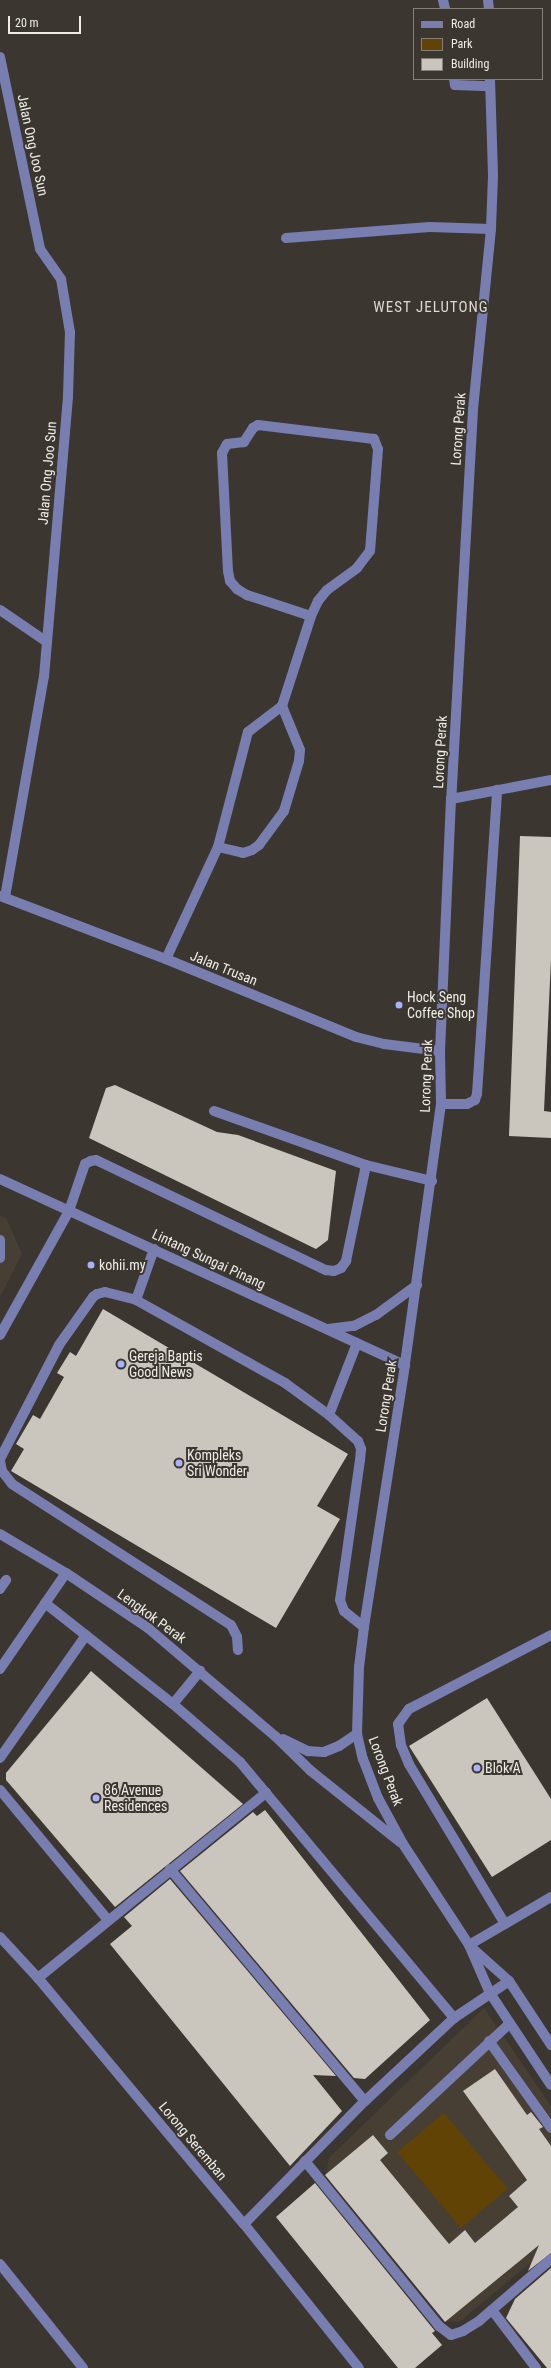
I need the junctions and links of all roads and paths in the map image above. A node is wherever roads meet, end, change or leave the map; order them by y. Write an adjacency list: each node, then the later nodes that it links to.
1 (0, 57): 8 (street, Jalan Ong Joo Sun)
2 (454, 80): 3 (street)
3 (490, 83): 4 (street, Lorong Perak)
4 (491, 229): 5 (street); 12 (street, Lorong Perak)
5 (286, 238)
6 (0, 610): 8 (street)
7 (311, 616): 7 (street); 9 (street)
8 (47, 642): 14 (street, Jalan Ong Joo Sun)
9 (282, 706): 13 (street); 13 (street)
10 (551, 780): 11 (street)
11 (497, 790): 12 (street); 17 (street)
12 (451, 799): 16 (street, Lorong Perak)
13 (218, 847): 15 (street)
14 (2, 897): 15 (street, Jalan Trusan)
15 (166, 959): 16 (street, Jalan Trusan)
16 (440, 1051): 17 (street, Lorong Perak)
17 (441, 1104): 21 (street, Lorong Perak)
18 (214, 1111): 19 (street)
19 (366, 1165): 21 (street); 22 (street)
20 (0, 1179): 22 (street, Lintang Sungai Pinang)
21 (432, 1180): 26 (street, Lorong Perak)
22 (69, 1211): 24 (street, Lintang Sungai Pinang); 29 (street)
23 (0, 1240): 25 (street)
24 (154, 1249): 27 (street); 28 (street, Lintang Sungai Pinang)
25 (0, 1258)
26 (417, 1285): 28 (street); 31 (street, Lorong Perak)
27 (136, 1300): 32 (street); 33 (street)
28 (328, 1329): 30 (street, Lintang Sungai Pinang)
29 (0, 1336)
30 (357, 1343): 31 (street, Lintang Sungai Pinang); 32 (street)
31 (405, 1365): 39 (street, Lorong Perak)
32 (329, 1415): 39 (street)
33 (0, 1460): 42 (street)
34 (0, 1534): 35 (street, Lengkok Perak)
35 (66, 1573): 38 (street); 44 (street, Lengkok Perak)
36 (6, 1580): 37 (street)
37 (0, 1589)
38 (45, 1603): 40 (street); 43 (street)
39 (364, 1627): 46 (street, Lorong Perak)
40 (86, 1635): 45 (street); 48 (street)
41 (551, 1636): 55 (street)
42 (238, 1650)
43 (1, 1665)
44 (200, 1671): 45 (street); 47 (street, Lengkok Perak)
45 (173, 1704): 50 (street)
46 (357, 1734): 47 (street, Lengkok Perak); 51 (street, Lorong Perak)
47 (276, 1736): 51 (street, Lengkok Perak)
48 (0, 1758)
49 (0, 1790): 54 (street)
50 (266, 1793): 52 (street); 61 (street)
51 (403, 1844): 57 (street, Lorong Perak)
52 (170, 1869): 54 (street); 66 (street)
53 (551, 1897): 55 (street)
54 (108, 1920): 58 (street)
55 (505, 1924): 57 (street)
56 (0, 1937): 58 (street, Lorong Seremban)
57 (469, 1945): 59 (street, Lorong Perak); 60 (street, Lorong Perak)
58 (38, 1978): 70 (street, Lorong Seremban)
59 (509, 1981): 60 (street); 64 (street, Lorong Perak)
60 (490, 1993): 61 (street); 62 (street, Lorong Perak)
61 (454, 2018): 66 (street)
62 (510, 2023): 63 (street); 65 (street, Lorong Perak)
63 (488, 2041): 67 (street); 68 (street)
64 (551, 2045)
65 (551, 2085)
66 (365, 2100): 69 (street)
67 (551, 2128)
68 (390, 2135)
69 (305, 2161): 70 (street); 73 (street)
70 (244, 2224): 75 (street, Lorong Seremban)
71 (551, 2259): 73 (street)
72 (0, 2264): 74 (street)
73 (492, 2310): 76 (street)
74 (84, 2368)
75 (359, 2368)
76 (536, 2368)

What to produce:
What lines in the data include the string "Lintang"? Copy each one.

Expected answer:
20 (0, 1179): 22 (street, Lintang Sungai Pinang)
22 (69, 1211): 24 (street, Lintang Sungai Pinang); 29 (street)
24 (154, 1249): 27 (street); 28 (street, Lintang Sungai Pinang)
28 (328, 1329): 30 (street, Lintang Sungai Pinang)
30 (357, 1343): 31 (street, Lintang Sungai Pinang); 32 (street)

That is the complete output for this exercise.